*** Study material ***

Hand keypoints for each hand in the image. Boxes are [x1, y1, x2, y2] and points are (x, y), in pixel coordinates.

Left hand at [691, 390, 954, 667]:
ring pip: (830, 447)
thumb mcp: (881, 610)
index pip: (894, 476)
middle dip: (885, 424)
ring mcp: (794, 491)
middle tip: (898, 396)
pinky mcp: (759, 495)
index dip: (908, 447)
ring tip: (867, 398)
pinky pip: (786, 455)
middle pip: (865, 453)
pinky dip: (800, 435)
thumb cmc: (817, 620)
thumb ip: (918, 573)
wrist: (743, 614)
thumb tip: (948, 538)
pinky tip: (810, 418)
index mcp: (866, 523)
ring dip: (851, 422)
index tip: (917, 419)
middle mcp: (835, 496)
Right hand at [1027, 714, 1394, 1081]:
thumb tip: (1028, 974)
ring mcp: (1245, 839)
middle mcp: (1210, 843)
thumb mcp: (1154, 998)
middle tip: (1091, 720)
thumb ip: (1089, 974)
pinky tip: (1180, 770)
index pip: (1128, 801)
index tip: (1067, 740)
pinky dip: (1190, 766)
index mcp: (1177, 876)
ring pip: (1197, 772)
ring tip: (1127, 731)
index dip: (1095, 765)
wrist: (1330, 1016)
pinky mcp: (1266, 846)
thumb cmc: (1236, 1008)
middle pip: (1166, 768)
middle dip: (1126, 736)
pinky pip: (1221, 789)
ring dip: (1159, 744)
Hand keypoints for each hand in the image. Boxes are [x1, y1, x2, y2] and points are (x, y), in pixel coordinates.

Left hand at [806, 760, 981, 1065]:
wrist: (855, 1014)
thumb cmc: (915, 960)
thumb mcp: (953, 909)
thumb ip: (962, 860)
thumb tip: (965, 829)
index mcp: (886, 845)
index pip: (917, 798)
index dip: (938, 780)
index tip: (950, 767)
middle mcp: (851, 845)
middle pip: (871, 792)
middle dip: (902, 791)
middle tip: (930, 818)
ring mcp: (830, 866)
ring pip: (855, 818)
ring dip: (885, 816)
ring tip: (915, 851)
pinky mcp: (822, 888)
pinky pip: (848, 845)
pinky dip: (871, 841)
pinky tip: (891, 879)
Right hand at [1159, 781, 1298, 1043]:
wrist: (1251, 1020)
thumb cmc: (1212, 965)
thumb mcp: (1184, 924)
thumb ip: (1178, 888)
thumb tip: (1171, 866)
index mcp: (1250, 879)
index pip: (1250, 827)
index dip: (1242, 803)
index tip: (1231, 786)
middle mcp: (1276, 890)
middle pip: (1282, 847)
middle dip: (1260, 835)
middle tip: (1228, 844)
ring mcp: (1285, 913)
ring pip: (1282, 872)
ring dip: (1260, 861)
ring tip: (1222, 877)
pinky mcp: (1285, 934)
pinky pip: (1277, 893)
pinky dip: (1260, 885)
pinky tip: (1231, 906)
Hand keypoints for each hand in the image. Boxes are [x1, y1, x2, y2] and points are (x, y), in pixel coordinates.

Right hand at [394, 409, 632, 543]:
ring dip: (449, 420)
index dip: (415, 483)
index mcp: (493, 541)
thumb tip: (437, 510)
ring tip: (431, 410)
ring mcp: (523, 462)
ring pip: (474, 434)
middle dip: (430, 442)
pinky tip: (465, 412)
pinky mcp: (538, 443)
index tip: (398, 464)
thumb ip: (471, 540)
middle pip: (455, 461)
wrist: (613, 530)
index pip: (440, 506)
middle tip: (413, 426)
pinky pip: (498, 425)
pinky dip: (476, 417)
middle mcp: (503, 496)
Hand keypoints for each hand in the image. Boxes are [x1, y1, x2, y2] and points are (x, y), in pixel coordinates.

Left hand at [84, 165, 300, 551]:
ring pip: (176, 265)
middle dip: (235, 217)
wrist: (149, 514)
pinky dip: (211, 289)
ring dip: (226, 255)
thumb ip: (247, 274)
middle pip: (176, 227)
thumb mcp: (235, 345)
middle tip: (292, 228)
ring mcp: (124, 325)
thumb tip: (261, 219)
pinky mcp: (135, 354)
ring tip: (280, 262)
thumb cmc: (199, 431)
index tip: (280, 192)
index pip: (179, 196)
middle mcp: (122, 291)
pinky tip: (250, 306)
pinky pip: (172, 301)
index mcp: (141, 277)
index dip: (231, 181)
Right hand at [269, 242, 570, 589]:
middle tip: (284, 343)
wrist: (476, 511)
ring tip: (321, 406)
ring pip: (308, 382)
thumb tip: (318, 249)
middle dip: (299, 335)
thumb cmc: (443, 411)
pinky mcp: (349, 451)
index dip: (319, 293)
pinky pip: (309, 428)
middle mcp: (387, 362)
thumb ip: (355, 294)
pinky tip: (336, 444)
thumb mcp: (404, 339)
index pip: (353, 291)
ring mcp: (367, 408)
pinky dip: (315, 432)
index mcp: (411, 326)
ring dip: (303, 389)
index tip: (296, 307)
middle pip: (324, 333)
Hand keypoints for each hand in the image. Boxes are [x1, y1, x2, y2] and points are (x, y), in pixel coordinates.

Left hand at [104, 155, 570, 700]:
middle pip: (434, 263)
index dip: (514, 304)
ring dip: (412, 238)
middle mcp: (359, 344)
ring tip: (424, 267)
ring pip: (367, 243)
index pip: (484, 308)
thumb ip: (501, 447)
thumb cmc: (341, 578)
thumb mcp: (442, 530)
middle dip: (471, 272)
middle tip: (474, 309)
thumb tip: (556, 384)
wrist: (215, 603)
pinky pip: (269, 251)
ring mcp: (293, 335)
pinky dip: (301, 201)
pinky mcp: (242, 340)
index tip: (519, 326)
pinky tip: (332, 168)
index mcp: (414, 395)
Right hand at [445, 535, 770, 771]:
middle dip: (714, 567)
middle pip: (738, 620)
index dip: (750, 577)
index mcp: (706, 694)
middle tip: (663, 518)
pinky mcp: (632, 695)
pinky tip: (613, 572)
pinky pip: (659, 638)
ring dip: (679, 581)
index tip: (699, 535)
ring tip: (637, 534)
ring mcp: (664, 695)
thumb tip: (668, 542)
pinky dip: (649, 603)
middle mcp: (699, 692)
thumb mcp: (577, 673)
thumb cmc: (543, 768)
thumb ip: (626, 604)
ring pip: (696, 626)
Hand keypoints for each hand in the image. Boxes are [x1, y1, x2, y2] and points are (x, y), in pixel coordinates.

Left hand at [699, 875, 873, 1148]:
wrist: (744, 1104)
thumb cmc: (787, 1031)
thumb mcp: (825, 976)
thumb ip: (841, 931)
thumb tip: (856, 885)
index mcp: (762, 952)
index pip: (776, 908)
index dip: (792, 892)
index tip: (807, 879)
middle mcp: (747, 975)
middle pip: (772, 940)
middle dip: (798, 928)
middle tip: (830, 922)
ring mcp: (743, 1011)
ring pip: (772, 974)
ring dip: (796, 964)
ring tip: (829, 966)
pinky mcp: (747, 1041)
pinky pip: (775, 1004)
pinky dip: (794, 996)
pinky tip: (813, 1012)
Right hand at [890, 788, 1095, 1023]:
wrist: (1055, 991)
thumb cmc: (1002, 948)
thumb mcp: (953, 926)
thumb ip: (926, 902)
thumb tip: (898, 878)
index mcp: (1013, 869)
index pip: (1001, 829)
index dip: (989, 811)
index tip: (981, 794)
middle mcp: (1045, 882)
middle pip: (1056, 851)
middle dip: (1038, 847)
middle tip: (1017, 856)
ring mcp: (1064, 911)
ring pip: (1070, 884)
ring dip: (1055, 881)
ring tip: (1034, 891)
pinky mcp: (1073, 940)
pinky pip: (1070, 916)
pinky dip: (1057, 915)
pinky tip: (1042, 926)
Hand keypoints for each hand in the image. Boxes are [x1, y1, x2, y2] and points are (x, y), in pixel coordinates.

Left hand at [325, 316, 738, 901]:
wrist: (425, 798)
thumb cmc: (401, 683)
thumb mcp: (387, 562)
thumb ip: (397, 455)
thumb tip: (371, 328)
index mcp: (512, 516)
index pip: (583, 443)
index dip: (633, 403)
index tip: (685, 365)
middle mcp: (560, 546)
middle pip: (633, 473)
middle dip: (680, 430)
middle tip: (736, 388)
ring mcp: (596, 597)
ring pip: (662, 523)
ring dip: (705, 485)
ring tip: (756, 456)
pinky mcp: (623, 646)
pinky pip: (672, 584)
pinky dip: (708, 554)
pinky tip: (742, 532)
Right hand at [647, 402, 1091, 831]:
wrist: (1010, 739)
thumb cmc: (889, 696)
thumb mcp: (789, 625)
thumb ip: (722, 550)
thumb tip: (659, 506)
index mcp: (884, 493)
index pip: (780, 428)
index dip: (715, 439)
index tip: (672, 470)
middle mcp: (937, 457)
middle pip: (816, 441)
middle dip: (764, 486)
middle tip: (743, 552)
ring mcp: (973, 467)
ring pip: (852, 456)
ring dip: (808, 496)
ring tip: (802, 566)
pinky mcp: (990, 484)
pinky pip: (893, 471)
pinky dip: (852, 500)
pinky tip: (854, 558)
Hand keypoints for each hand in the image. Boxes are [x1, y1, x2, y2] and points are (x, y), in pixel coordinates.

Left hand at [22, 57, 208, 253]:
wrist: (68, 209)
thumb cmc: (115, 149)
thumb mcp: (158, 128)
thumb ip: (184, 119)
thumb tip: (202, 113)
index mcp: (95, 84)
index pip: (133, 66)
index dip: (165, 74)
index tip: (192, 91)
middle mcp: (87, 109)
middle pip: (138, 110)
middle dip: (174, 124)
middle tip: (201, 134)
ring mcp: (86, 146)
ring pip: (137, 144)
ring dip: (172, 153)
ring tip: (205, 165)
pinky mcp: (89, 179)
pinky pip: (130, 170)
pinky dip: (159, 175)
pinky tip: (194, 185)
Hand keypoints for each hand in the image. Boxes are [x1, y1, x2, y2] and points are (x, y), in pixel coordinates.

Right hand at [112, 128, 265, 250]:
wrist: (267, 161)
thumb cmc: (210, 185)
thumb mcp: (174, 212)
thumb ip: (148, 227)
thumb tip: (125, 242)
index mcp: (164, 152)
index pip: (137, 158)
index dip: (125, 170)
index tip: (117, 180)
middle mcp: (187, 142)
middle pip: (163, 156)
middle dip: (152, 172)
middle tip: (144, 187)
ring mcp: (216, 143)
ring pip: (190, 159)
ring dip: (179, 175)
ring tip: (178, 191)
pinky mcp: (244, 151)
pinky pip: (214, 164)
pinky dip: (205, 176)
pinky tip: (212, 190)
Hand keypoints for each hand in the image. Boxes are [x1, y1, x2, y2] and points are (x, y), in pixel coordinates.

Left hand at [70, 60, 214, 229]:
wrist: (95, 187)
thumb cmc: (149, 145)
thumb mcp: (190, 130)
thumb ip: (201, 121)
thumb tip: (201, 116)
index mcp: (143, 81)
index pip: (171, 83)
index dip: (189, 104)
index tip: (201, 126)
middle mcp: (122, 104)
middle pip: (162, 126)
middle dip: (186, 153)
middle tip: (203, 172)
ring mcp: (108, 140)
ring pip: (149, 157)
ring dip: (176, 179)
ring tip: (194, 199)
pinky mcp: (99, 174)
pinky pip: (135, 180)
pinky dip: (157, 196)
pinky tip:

*** End of Study material ***

### What to work on
The word to find is "Right". Copy every line of the records that holds it.

### Written solution
Right hand at [1027, 714, 1394, 1081]:
Right hand at [1159, 781, 1298, 1043]:
Right hand at [394, 409, 632, 543]:
Right hand at [269, 242, 570, 589]:
Right hand at [445, 535, 770, 771]:
Right hand at [890, 788, 1095, 1023]:
Right hand at [647, 402, 1091, 831]:
Right hand at [112, 128, 265, 250]:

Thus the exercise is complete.